YOUR OBJECTIVE ▸ Here is a listing. Write it all out again exactly, but not its pictures.

▬▬▬

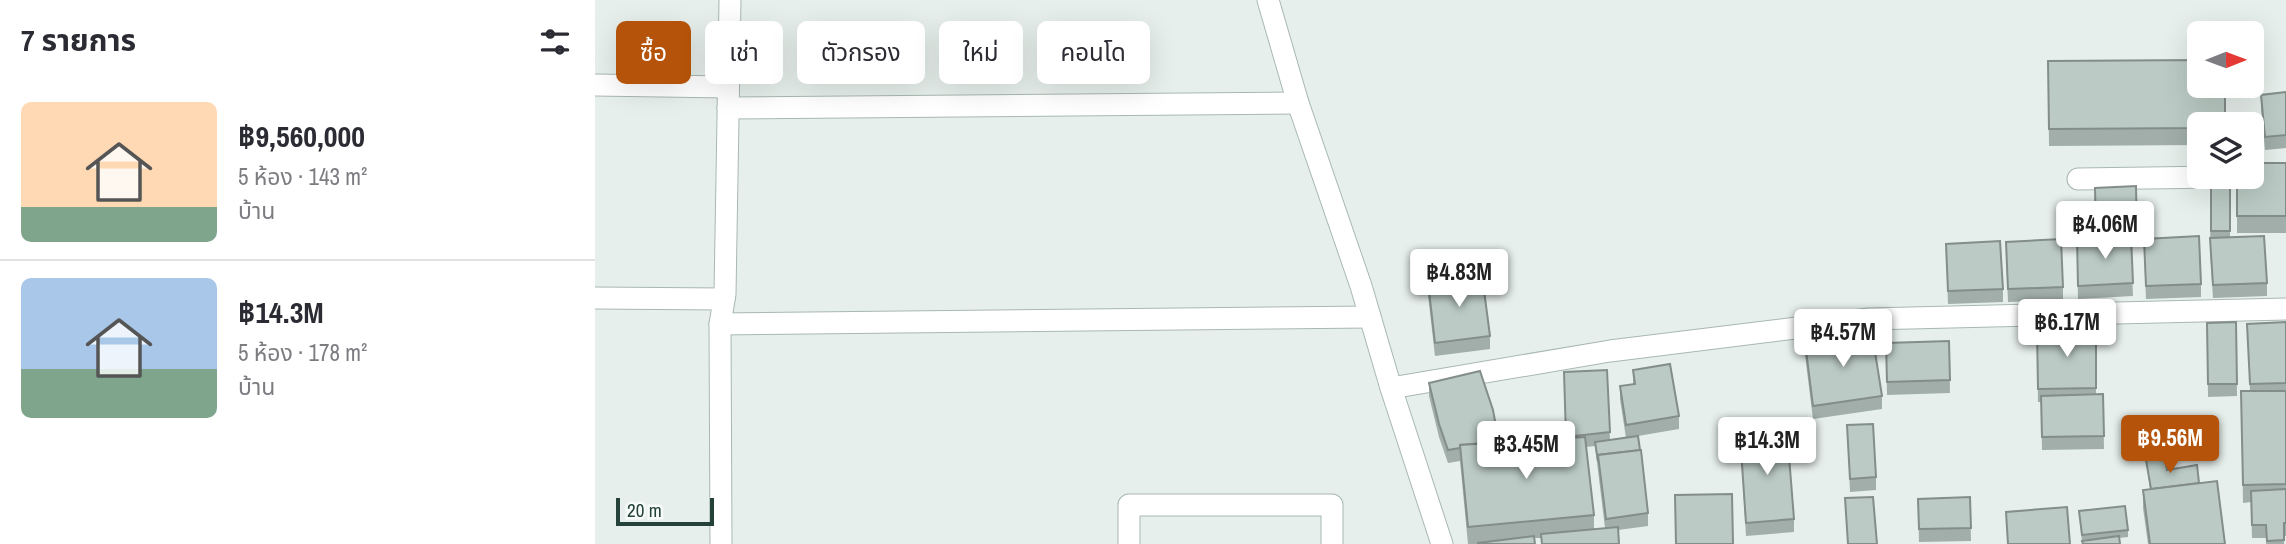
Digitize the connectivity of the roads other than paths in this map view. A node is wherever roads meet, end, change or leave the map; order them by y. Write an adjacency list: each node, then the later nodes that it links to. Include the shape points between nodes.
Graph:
1 (730, 0): 4 (street)
2 (1268, 0): 5 (street)
3 (595, 86): 4 (street)
4 (728, 87): 6 (street)
5 (1298, 103): 6 (street); 12 (street)
6 (728, 108): 10 (street)
7 (2187, 177): 8 (street)
8 (2078, 179)
9 (595, 298): 10 (street)
10 (724, 299): 13 (street)
11 (2286, 309): 14 (street, via 1869,319 1610,351)
12 (1370, 317): 13 (street); 14 (street)
13 (720, 324): 15 (street)
14 (1391, 388): 18 (street)
15 (721, 544)
16 (1129, 544): 17 (street, via 1129,505 1332,505)
17 (1332, 544)
18 (1442, 544)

▬▬▬

SOLVED PROBLEM ▸
Digitize the connectivity of the roads other than paths in this map view. A node is wherever roads meet, end, change or leave the map; order them by y. Write an adjacency list: each node, then the later nodes that it links to. Include the shape points between nodes.
Graph:
1 (730, 0): 4 (street)
2 (1268, 0): 5 (street)
3 (595, 86): 4 (street)
4 (728, 87): 6 (street)
5 (1298, 103): 6 (street); 12 (street)
6 (728, 108): 10 (street)
7 (2187, 177): 8 (street)
8 (2078, 179)
9 (595, 298): 10 (street)
10 (724, 299): 13 (street)
11 (2286, 309): 14 (street, via 1869,319 1610,351)
12 (1370, 317): 13 (street); 14 (street)
13 (720, 324): 15 (street)
14 (1391, 388): 18 (street)
15 (721, 544)
16 (1129, 544): 17 (street, via 1129,505 1332,505)
17 (1332, 544)
18 (1442, 544)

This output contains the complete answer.